第13話:人公アルシも大変だ
【カホル視点】
私の名前は花崎カホル。私立アルケイデス学園に通っている一般的な女子生徒。一組の所属で成績はまぁ自慢するほどじゃないけどトップ。
「あー。花崎。ちょっといいか?」
で、今日の授業が終わって、そのまま帰ろうか、という話になったところで、生徒指導の先生に呼び止められました。
「ええと。何でしょうか?」
生徒指導の先生にお世話になるようなことはしていないつもりなんだけど。成績も落としていないし、品行方正……ではないかな? アクヤ様と添い寝しているのはちょっとエッチだと私も思う。
「いや。花崎に指導をするとかそういう話じゃないんだが。どちらかと言えば協力してほしいことがあって……」
「? ……はあ」
言われて私は生徒指導室に。
「あ」
「……どうもです」
「カホルもかー」
生徒指導室にはコヲリとホムラもいた。この三人に共通となると……。
「コーヒー飲むか? 緑茶もあるぞ」
ガタイのいい生徒指導の先生は、私たちに教育的指導をしたいわけじゃないので、穏やかな姿勢を崩さなかった。電気ケトルでお湯を沸かしてあり、私たちはコーヒーをオーダーする。

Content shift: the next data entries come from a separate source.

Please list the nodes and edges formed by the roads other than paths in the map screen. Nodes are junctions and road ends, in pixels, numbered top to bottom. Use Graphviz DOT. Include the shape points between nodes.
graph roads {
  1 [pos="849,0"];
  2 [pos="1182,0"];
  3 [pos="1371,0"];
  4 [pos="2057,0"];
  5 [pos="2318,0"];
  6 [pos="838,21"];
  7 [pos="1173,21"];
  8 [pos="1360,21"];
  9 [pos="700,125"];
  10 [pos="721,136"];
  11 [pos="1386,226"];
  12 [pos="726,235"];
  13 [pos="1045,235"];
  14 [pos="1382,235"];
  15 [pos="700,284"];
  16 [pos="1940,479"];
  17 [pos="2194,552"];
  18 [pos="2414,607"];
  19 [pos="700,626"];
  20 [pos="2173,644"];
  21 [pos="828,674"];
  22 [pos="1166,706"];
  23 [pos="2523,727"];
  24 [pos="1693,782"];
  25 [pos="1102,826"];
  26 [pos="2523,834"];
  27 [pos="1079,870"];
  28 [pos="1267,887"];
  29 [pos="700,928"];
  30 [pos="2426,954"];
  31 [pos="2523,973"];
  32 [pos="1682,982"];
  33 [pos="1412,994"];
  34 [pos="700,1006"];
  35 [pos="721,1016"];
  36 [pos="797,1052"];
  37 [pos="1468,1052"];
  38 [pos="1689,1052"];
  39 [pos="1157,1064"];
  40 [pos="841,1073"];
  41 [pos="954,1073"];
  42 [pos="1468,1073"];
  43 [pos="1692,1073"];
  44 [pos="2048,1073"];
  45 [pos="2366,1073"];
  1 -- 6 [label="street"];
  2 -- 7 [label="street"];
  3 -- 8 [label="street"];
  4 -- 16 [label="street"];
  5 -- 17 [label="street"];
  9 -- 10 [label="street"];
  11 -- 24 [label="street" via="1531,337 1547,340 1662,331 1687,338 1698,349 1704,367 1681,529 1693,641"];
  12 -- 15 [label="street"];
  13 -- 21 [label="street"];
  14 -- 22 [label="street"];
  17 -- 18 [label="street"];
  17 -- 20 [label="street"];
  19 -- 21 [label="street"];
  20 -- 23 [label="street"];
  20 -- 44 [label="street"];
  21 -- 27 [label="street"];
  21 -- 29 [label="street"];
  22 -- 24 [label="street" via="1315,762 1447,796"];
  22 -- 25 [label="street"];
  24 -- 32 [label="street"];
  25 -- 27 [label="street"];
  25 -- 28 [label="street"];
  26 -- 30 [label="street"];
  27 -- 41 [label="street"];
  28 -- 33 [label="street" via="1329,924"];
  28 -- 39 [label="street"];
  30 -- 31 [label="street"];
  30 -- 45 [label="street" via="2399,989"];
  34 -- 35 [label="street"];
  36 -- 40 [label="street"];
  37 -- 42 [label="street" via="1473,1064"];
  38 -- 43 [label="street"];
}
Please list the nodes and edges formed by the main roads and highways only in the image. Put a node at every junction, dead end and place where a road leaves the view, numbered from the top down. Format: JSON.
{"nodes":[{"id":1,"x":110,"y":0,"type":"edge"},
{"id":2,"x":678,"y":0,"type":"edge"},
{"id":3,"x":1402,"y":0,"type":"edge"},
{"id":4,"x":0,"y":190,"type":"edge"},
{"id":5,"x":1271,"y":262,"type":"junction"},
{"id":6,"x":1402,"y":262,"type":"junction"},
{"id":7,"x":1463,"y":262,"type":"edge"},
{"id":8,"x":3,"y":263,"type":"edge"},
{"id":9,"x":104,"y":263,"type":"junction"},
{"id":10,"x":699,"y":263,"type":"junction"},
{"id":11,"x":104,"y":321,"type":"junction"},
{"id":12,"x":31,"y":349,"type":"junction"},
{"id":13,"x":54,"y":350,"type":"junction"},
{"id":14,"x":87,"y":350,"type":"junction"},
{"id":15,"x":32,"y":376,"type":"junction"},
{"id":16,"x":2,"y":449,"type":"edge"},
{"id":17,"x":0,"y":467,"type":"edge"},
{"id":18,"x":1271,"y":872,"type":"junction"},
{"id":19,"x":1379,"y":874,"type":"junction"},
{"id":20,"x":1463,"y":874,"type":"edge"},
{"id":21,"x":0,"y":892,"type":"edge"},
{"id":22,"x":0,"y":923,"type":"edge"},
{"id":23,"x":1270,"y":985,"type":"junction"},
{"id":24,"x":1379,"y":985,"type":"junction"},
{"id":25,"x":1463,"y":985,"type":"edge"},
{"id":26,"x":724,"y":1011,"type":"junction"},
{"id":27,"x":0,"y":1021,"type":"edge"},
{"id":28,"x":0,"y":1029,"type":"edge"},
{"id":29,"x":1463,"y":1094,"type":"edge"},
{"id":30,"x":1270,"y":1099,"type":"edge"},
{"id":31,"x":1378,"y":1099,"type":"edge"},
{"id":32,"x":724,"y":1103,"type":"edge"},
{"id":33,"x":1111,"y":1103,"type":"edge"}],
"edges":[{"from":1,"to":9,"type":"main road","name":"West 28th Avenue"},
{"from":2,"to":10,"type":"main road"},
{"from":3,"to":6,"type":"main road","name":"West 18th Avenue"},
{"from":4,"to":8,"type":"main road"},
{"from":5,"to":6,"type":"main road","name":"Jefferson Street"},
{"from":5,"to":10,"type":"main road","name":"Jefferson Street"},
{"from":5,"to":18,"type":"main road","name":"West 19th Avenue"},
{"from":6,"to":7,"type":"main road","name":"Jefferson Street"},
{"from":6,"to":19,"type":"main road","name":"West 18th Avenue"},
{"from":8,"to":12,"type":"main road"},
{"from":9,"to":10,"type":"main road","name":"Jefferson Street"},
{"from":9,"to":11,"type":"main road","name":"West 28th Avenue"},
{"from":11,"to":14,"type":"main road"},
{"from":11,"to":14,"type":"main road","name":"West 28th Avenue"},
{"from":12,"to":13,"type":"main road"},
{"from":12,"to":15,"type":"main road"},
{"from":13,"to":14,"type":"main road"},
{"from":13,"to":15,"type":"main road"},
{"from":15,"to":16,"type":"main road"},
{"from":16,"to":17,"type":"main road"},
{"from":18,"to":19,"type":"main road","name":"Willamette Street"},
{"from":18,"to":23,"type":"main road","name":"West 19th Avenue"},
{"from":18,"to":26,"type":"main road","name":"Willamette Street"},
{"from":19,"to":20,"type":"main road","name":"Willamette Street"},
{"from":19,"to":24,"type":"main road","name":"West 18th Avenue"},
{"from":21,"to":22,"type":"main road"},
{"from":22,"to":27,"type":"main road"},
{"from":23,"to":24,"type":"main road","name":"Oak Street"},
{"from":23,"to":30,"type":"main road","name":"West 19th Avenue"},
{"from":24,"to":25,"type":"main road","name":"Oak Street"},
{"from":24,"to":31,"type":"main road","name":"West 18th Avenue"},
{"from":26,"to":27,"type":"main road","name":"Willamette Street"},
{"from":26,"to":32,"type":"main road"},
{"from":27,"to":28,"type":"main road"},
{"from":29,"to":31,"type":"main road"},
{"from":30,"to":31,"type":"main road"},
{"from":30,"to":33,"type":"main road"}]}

全員、躊躇いなく飲んだ。
「無糖で飲めるんだな」
先生が苦笑する。
「俺なんか大学でゼミに所属するまで飲めなくてなぁ」
あはは、と愛想笑い。それでメインの話をして欲しい。
「その。下世話な話になるんだが」
実際に下世話なのだろう。先生も言いにくそうだ。
「お前らって……」
とは、私ことカホル。それからコヲリとホムラを指しているのだろう。
「人公の幼馴染……なんだよな?」
「えーと。はい」
「……ですね」
「それが?」
ホムラが話を進める。
「アイツが調子崩しているのは知っているか?」
「…………」
「…………」
「…………」
私たち三人は視線を交わす。もちろん知っているわけもない。春休みからアクヤ様の性奴隷になっているし、名目上一人暮らしの特訓ということで九王グループのお金で高級マンションに住んでいる。つまり、アルシくんの事情を把握するのは無理筋だ。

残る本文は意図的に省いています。